Workforce planning for Australia’s ageing population
Preliminary results of a study
Challenges and solutions
In 1974-75, there were 7.3 working age individuals to support every person aged 65 years or above. By 2054-55, there will only be 2.7 working aged individuals to support every person aged 65 years or above. Health and welfare costs are expected to more than double over the next decade. Despite the government’s encouragement of longer working lives, many older workers continue to retire in their late 50s and early 60s. This trend is leading to a significant skills and knowledge shortage for the Australian workforce because organisations will no longer be able to rely on a steady influx of younger workers.
The focus on employability will be increasingly important when the Australian government develops policies to manage an ageing population. However, the government often considers population ageing as an economic policy problem and relies on economic simulations of welfare reform data to develop policies aimed at increasing workforce participation rates. However, the reliance on economic modelling simulations neglects the fact that many older workers need support to work to and beyond retirement age due to changes in health, care-giving duties and lifestyle preferences.
These simulations also disregard the need to support organisations to cope with the challenges this brings to their workforce. To address this problem, my doctoral research examines organisations and workers’ perspectives on effective strategies that may help manage the process of ageing at work.
Results of a systematic literature review provides evidence indicating the importance of tailoring human resource practices and retention strategies to match older workers’ sense of work identity. Flexible work strategies are often the most effective in aligning organisations’ needs for sustained productivity and workers’ needs for more suitable workloads. Provisional interview results with human resource and management professionals in New South Wales indicate retention and transition to retirement strategies are only effective when older workers perceive them to be in alignment with their changing lifestyle, health conditions and work intentions. Organisations see great value in their older workers and often want to retain their experienced and skilled staff. However, they often find a lack of support from the government to assist their retention efforts because current policies do little to help insure an organisation’s financial risks in keeping or hiring an older worker.

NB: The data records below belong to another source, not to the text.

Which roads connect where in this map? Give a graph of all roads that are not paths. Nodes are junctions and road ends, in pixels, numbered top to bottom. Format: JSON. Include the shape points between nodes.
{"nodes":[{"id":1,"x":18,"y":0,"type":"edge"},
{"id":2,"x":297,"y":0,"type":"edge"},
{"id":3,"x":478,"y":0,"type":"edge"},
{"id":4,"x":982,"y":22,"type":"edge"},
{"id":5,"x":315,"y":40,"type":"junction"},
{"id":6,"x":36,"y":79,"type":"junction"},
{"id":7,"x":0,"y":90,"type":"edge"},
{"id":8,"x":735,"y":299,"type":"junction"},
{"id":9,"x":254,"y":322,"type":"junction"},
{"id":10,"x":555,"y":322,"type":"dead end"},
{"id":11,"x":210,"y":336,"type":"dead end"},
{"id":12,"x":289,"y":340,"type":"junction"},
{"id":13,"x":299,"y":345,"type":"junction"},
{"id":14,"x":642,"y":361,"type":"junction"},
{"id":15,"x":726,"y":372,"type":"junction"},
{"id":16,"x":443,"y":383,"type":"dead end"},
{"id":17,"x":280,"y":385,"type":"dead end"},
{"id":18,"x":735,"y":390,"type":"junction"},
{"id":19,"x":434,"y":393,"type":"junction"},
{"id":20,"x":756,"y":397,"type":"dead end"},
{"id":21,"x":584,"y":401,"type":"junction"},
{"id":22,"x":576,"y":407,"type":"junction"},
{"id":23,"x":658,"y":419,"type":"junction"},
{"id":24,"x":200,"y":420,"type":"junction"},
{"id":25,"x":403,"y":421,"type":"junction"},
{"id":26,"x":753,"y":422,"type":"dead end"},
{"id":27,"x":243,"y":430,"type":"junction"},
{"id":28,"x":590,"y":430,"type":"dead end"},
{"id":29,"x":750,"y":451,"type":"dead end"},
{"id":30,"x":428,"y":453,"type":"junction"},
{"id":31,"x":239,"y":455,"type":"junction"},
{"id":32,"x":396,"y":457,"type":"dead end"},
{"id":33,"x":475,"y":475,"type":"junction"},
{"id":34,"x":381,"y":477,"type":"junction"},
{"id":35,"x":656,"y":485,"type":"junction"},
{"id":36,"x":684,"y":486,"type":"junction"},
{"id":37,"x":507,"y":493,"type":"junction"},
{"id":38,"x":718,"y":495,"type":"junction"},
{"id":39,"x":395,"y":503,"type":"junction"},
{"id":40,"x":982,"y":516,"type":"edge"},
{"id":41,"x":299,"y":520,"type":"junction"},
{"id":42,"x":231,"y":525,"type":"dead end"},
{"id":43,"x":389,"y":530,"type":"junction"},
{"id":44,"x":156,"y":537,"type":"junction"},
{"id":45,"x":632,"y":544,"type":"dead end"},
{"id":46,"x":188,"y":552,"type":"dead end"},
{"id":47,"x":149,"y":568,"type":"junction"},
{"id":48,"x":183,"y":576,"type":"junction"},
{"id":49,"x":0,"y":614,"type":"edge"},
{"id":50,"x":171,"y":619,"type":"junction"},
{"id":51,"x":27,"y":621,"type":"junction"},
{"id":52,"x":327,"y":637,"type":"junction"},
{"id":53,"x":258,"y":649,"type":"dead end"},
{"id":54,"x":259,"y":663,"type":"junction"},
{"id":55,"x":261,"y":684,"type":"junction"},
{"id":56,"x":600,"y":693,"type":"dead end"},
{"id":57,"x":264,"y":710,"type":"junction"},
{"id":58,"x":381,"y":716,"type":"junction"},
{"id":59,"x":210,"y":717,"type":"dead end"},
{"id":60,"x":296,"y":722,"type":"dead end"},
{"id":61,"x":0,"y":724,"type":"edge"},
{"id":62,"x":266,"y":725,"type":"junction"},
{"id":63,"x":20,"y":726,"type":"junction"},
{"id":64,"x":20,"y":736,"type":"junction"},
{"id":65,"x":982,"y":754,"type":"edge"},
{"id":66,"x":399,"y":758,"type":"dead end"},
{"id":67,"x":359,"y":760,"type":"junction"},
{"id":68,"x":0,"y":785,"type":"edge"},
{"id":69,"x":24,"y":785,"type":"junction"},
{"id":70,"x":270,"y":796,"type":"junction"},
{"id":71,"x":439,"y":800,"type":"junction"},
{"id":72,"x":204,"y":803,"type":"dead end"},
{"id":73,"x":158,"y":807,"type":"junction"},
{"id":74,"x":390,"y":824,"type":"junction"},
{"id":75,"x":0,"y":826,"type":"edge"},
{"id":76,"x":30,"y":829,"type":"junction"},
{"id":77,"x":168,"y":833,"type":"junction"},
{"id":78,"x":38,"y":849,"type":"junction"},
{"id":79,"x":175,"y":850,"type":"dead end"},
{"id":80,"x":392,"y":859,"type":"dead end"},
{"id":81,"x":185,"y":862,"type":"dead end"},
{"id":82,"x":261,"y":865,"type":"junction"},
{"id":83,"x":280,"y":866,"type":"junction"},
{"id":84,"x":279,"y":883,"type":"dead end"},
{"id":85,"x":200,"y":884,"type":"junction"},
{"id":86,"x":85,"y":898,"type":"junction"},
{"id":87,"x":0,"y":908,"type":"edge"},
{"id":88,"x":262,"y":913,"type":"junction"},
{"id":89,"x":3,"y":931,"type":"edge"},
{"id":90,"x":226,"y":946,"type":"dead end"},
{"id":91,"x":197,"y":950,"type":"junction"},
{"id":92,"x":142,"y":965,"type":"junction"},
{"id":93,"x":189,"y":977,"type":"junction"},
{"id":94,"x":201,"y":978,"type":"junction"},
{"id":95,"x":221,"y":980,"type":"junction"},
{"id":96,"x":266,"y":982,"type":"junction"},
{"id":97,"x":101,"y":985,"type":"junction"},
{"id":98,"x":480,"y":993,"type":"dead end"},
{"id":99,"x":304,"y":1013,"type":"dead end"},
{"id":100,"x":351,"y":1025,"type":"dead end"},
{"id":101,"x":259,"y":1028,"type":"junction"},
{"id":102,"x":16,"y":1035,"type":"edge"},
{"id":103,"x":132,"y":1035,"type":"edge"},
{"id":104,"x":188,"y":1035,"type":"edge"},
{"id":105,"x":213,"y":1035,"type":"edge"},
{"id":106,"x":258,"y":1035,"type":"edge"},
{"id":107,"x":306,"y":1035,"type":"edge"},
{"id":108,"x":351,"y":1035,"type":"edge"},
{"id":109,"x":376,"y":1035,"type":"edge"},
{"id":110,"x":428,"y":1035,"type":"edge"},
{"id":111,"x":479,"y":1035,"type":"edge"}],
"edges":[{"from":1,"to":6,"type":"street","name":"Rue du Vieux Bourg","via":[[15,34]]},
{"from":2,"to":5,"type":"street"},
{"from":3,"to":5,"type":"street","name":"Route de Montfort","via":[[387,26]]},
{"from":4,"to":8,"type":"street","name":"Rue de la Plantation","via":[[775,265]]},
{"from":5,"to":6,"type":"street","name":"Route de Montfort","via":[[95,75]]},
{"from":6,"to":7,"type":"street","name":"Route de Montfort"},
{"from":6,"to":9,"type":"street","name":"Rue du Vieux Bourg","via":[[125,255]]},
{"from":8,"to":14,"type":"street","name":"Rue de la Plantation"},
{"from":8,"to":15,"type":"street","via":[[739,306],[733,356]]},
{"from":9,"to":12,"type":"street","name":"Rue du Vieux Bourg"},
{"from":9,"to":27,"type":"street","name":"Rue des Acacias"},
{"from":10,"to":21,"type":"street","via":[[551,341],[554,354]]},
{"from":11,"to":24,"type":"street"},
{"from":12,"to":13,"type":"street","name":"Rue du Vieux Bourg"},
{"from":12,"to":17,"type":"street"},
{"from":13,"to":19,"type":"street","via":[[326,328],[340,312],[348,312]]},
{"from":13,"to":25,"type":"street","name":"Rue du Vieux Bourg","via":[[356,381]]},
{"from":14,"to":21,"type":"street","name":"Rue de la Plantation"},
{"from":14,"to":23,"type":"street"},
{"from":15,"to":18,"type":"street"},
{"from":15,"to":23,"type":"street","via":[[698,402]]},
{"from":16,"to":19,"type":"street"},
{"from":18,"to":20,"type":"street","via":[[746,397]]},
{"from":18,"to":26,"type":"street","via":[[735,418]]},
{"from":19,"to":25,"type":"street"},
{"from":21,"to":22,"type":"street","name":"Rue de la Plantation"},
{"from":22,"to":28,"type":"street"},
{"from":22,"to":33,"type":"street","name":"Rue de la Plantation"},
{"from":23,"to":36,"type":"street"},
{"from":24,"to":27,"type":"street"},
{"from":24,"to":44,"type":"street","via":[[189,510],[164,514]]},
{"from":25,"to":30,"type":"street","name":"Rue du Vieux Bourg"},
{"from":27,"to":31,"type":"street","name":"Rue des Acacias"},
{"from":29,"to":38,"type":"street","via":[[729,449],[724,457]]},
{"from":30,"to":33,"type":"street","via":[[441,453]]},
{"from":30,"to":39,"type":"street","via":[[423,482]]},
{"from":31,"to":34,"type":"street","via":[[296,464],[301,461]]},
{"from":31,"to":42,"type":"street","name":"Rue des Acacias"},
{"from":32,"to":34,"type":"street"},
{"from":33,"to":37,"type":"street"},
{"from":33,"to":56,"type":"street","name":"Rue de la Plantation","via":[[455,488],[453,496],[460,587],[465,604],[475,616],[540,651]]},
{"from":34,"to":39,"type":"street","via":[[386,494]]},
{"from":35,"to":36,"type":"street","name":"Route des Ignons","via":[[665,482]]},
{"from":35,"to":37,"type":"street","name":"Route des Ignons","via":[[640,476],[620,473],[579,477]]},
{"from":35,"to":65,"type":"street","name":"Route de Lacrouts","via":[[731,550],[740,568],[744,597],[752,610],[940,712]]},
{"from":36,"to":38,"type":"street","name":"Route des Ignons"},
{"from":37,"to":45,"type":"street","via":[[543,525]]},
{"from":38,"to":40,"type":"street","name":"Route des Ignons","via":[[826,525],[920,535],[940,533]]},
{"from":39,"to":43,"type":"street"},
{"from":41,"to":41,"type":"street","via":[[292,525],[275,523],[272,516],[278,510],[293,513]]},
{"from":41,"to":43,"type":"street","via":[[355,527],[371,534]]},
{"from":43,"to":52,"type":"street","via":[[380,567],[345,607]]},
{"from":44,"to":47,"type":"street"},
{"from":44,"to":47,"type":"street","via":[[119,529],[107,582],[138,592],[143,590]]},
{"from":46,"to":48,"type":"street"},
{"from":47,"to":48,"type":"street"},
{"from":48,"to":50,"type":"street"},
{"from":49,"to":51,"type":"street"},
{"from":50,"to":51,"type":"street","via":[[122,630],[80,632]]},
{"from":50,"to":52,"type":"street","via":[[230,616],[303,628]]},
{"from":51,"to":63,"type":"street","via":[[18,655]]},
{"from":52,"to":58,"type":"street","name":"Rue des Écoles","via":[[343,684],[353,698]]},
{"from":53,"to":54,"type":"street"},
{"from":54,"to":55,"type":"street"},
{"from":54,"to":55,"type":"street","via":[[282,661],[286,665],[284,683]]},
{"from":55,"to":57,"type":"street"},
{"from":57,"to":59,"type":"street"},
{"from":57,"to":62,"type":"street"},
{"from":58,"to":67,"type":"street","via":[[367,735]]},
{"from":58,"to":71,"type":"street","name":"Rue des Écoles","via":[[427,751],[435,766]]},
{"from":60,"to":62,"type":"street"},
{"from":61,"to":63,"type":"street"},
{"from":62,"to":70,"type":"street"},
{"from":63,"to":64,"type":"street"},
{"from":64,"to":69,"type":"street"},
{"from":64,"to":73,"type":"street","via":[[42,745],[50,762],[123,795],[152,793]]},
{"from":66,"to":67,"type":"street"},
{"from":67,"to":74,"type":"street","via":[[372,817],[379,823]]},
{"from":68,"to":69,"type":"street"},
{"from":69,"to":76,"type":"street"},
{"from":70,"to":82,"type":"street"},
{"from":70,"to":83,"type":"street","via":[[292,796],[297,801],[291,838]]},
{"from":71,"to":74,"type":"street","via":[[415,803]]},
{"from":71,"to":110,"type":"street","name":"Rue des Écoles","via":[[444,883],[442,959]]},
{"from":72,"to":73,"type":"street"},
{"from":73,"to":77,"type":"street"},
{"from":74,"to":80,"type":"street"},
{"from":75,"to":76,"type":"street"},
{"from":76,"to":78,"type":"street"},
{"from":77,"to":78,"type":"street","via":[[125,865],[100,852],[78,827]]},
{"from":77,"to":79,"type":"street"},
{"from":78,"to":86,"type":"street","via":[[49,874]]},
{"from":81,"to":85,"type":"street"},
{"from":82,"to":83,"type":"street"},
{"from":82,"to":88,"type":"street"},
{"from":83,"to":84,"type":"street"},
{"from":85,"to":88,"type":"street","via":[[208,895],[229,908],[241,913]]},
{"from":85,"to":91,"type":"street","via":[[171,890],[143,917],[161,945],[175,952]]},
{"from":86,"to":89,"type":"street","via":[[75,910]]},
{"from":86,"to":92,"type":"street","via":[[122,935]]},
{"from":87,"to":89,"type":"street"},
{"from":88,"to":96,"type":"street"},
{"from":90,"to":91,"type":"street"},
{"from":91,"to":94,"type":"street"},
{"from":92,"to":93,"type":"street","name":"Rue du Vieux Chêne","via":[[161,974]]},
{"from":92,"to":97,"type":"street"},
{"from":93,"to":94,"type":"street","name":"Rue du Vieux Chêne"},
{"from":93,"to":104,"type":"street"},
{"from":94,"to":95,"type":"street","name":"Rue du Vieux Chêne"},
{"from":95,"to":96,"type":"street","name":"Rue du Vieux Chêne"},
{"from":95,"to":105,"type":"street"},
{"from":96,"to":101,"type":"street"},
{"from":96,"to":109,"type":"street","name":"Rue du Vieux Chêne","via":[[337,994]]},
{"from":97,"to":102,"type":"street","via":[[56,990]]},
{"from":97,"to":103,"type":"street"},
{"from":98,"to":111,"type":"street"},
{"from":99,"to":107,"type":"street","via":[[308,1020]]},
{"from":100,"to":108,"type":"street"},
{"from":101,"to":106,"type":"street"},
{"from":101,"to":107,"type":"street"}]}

Population ageing is one of the biggest challenges to Australia’s future economic sustainability. These findings have the potential to inform policies to support the needs of organisations that employ older workers and encourage innovative human resource practices used to create better workplaces for a more diverse workforce. Most importantly, they show the importance of engaging stakeholders to find a feasible solution and offset the costs of population ageing. The next phase of this doctoral research will examine older workers’ experiences of using effective human resource strategies to extend their working lives. I welcome organisations interested in this research to join the study and find out what human resource strategies may work best with their workers.